Your task => Type out every entry again, character for character.

=== Material supplied ===

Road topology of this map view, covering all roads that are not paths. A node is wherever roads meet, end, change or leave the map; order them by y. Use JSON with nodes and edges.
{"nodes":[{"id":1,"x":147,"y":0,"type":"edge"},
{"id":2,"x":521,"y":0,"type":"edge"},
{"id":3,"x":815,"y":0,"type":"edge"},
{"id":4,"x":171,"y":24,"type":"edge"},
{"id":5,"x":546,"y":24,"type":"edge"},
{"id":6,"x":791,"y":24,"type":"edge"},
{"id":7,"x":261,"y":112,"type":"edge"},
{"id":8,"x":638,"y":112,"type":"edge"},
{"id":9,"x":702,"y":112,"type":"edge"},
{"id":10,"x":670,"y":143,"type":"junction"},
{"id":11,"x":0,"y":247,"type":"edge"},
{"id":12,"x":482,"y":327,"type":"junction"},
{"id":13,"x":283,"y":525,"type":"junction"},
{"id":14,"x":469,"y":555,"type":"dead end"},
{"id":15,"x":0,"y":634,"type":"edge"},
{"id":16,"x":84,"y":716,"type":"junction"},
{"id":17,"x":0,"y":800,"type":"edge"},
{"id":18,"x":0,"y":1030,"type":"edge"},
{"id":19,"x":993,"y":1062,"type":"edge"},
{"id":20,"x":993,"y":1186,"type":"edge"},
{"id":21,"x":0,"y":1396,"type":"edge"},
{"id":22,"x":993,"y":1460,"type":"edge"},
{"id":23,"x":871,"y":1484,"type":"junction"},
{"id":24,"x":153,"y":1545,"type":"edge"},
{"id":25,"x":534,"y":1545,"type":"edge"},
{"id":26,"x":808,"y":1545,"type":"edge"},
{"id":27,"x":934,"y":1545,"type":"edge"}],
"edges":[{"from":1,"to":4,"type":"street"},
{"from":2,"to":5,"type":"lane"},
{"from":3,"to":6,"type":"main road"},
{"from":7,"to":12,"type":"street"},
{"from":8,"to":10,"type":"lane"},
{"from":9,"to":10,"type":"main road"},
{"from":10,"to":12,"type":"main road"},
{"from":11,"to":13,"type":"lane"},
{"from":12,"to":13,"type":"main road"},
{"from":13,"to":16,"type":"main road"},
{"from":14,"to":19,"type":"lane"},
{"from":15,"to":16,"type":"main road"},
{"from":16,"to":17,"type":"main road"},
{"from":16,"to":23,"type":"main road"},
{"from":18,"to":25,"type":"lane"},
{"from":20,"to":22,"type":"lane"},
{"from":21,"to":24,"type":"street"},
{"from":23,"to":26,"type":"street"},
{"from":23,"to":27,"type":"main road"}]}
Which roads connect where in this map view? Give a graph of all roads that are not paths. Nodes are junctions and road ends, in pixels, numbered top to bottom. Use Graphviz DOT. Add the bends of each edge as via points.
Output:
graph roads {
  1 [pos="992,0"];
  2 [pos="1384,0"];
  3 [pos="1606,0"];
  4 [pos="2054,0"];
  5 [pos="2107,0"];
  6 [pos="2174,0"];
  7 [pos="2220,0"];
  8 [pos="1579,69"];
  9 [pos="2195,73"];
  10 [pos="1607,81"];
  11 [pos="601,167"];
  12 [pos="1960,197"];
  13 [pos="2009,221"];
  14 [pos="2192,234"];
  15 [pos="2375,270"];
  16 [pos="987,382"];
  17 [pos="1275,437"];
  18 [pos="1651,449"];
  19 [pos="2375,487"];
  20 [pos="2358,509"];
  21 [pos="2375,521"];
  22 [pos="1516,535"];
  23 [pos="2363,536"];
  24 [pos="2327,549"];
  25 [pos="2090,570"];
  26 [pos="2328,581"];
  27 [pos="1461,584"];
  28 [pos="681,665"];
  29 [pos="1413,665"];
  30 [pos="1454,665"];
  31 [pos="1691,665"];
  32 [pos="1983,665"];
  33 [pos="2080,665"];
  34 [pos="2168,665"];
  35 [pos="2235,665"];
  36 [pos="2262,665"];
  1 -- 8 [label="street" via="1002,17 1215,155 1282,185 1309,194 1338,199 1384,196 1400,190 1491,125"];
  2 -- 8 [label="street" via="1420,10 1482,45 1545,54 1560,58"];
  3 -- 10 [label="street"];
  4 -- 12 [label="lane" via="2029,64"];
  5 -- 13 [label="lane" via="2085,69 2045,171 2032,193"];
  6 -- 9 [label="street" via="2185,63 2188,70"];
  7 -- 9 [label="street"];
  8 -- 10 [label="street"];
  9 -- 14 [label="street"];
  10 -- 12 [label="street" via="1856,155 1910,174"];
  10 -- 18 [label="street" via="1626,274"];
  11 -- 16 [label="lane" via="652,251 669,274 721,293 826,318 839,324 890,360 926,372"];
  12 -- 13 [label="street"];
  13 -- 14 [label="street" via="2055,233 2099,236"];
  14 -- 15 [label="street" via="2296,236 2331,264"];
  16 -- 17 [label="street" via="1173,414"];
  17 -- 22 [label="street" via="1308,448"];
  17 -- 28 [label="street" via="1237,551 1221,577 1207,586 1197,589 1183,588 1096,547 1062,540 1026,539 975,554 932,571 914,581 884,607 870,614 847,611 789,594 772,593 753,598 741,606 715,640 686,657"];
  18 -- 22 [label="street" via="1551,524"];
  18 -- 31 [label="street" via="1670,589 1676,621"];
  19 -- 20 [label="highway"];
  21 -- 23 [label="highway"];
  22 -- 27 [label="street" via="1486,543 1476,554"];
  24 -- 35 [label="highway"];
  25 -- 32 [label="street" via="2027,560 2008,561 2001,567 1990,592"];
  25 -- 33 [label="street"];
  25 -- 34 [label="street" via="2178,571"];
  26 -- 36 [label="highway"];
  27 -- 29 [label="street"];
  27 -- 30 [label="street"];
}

===

Solution to the exercise =>
Road topology of this map view, covering all roads that are not paths. A node is wherever roads meet, end, change or leave the map; order them by y. Use JSON with nodes and edges.
{"nodes":[{"id":1,"x":147,"y":0,"type":"edge"},
{"id":2,"x":521,"y":0,"type":"edge"},
{"id":3,"x":815,"y":0,"type":"edge"},
{"id":4,"x":171,"y":24,"type":"edge"},
{"id":5,"x":546,"y":24,"type":"edge"},
{"id":6,"x":791,"y":24,"type":"edge"},
{"id":7,"x":261,"y":112,"type":"edge"},
{"id":8,"x":638,"y":112,"type":"edge"},
{"id":9,"x":702,"y":112,"type":"edge"},
{"id":10,"x":670,"y":143,"type":"junction"},
{"id":11,"x":0,"y":247,"type":"edge"},
{"id":12,"x":482,"y":327,"type":"junction"},
{"id":13,"x":283,"y":525,"type":"junction"},
{"id":14,"x":469,"y":555,"type":"dead end"},
{"id":15,"x":0,"y":634,"type":"edge"},
{"id":16,"x":84,"y":716,"type":"junction"},
{"id":17,"x":0,"y":800,"type":"edge"},
{"id":18,"x":0,"y":1030,"type":"edge"},
{"id":19,"x":993,"y":1062,"type":"edge"},
{"id":20,"x":993,"y":1186,"type":"edge"},
{"id":21,"x":0,"y":1396,"type":"edge"},
{"id":22,"x":993,"y":1460,"type":"edge"},
{"id":23,"x":871,"y":1484,"type":"junction"},
{"id":24,"x":153,"y":1545,"type":"edge"},
{"id":25,"x":534,"y":1545,"type":"edge"},
{"id":26,"x":808,"y":1545,"type":"edge"},
{"id":27,"x":934,"y":1545,"type":"edge"}],
"edges":[{"from":1,"to":4,"type":"street"},
{"from":2,"to":5,"type":"lane"},
{"from":3,"to":6,"type":"main road"},
{"from":7,"to":12,"type":"street"},
{"from":8,"to":10,"type":"lane"},
{"from":9,"to":10,"type":"main road"},
{"from":10,"to":12,"type":"main road"},
{"from":11,"to":13,"type":"lane"},
{"from":12,"to":13,"type":"main road"},
{"from":13,"to":16,"type":"main road"},
{"from":14,"to":19,"type":"lane"},
{"from":15,"to":16,"type":"main road"},
{"from":16,"to":17,"type":"main road"},
{"from":16,"to":23,"type":"main road"},
{"from":18,"to":25,"type":"lane"},
{"from":20,"to":22,"type":"lane"},
{"from":21,"to":24,"type":"street"},
{"from":23,"to":26,"type":"street"},
{"from":23,"to":27,"type":"main road"}]}
Which roads connect where in this map view? Give a graph of all roads that are not paths. Nodes are junctions and road ends, in pixels, numbered top to bottom. Use Graphviz DOT. Add the bends of each edge as via points.
Output:
graph roads {
  1 [pos="992,0"];
  2 [pos="1384,0"];
  3 [pos="1606,0"];
  4 [pos="2054,0"];
  5 [pos="2107,0"];
  6 [pos="2174,0"];
  7 [pos="2220,0"];
  8 [pos="1579,69"];
  9 [pos="2195,73"];
  10 [pos="1607,81"];
  11 [pos="601,167"];
  12 [pos="1960,197"];
  13 [pos="2009,221"];
  14 [pos="2192,234"];
  15 [pos="2375,270"];
  16 [pos="987,382"];
  17 [pos="1275,437"];
  18 [pos="1651,449"];
  19 [pos="2375,487"];
  20 [pos="2358,509"];
  21 [pos="2375,521"];
  22 [pos="1516,535"];
  23 [pos="2363,536"];
  24 [pos="2327,549"];
  25 [pos="2090,570"];
  26 [pos="2328,581"];
  27 [pos="1461,584"];
  28 [pos="681,665"];
  29 [pos="1413,665"];
  30 [pos="1454,665"];
  31 [pos="1691,665"];
  32 [pos="1983,665"];
  33 [pos="2080,665"];
  34 [pos="2168,665"];
  35 [pos="2235,665"];
  36 [pos="2262,665"];
  1 -- 8 [label="street" via="1002,17 1215,155 1282,185 1309,194 1338,199 1384,196 1400,190 1491,125"];
  2 -- 8 [label="street" via="1420,10 1482,45 1545,54 1560,58"];
  3 -- 10 [label="street"];
  4 -- 12 [label="lane" via="2029,64"];
  5 -- 13 [label="lane" via="2085,69 2045,171 2032,193"];
  6 -- 9 [label="street" via="2185,63 2188,70"];
  7 -- 9 [label="street"];
  8 -- 10 [label="street"];
  9 -- 14 [label="street"];
  10 -- 12 [label="street" via="1856,155 1910,174"];
  10 -- 18 [label="street" via="1626,274"];
  11 -- 16 [label="lane" via="652,251 669,274 721,293 826,318 839,324 890,360 926,372"];
  12 -- 13 [label="street"];
  13 -- 14 [label="street" via="2055,233 2099,236"];
  14 -- 15 [label="street" via="2296,236 2331,264"];
  16 -- 17 [label="street" via="1173,414"];
  17 -- 22 [label="street" via="1308,448"];
  17 -- 28 [label="street" via="1237,551 1221,577 1207,586 1197,589 1183,588 1096,547 1062,540 1026,539 975,554 932,571 914,581 884,607 870,614 847,611 789,594 772,593 753,598 741,606 715,640 686,657"];
  18 -- 22 [label="street" via="1551,524"];
  18 -- 31 [label="street" via="1670,589 1676,621"];
  19 -- 20 [label="highway"];
  21 -- 23 [label="highway"];
  22 -- 27 [label="street" via="1486,543 1476,554"];
  24 -- 35 [label="highway"];
  25 -- 32 [label="street" via="2027,560 2008,561 2001,567 1990,592"];
  25 -- 33 [label="street"];
  25 -- 34 [label="street" via="2178,571"];
  26 -- 36 [label="highway"];
  27 -- 29 [label="street"];
  27 -- 30 [label="street"];
}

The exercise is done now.